> Task requirements
The answer must restate every entry below word for word.
Segment Open
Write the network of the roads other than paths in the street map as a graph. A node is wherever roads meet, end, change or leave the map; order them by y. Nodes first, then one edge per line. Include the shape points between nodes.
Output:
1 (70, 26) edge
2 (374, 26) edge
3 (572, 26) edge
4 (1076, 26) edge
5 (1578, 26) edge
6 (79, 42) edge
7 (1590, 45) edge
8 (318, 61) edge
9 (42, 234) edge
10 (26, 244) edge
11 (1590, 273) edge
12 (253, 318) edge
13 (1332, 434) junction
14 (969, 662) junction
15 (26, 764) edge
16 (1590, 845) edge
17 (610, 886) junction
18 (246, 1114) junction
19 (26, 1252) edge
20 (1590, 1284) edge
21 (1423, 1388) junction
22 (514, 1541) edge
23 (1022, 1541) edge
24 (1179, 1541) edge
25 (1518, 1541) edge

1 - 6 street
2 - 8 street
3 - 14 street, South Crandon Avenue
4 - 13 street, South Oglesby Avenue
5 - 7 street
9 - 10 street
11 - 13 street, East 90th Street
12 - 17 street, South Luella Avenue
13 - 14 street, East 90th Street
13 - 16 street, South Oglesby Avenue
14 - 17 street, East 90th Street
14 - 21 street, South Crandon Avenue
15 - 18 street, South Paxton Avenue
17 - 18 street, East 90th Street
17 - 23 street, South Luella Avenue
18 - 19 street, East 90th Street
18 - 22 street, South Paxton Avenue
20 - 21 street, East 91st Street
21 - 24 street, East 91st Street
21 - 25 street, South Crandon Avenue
Segment Closed
> Answer section
Write the network of the roads other than paths in the street map as a graph. A node is wherever roads meet, end, change or leave the map; order them by y. Nodes first, then one edge per line. Include the shape points between nodes.
Output:
1 (70, 26) edge
2 (374, 26) edge
3 (572, 26) edge
4 (1076, 26) edge
5 (1578, 26) edge
6 (79, 42) edge
7 (1590, 45) edge
8 (318, 61) edge
9 (42, 234) edge
10 (26, 244) edge
11 (1590, 273) edge
12 (253, 318) edge
13 (1332, 434) junction
14 (969, 662) junction
15 (26, 764) edge
16 (1590, 845) edge
17 (610, 886) junction
18 (246, 1114) junction
19 (26, 1252) edge
20 (1590, 1284) edge
21 (1423, 1388) junction
22 (514, 1541) edge
23 (1022, 1541) edge
24 (1179, 1541) edge
25 (1518, 1541) edge

1 - 6 street
2 - 8 street
3 - 14 street, South Crandon Avenue
4 - 13 street, South Oglesby Avenue
5 - 7 street
9 - 10 street
11 - 13 street, East 90th Street
12 - 17 street, South Luella Avenue
13 - 14 street, East 90th Street
13 - 16 street, South Oglesby Avenue
14 - 17 street, East 90th Street
14 - 21 street, South Crandon Avenue
15 - 18 street, South Paxton Avenue
17 - 18 street, East 90th Street
17 - 23 street, South Luella Avenue
18 - 19 street, East 90th Street
18 - 22 street, South Paxton Avenue
20 - 21 street, East 91st Street
21 - 24 street, East 91st Street
21 - 25 street, South Crandon Avenue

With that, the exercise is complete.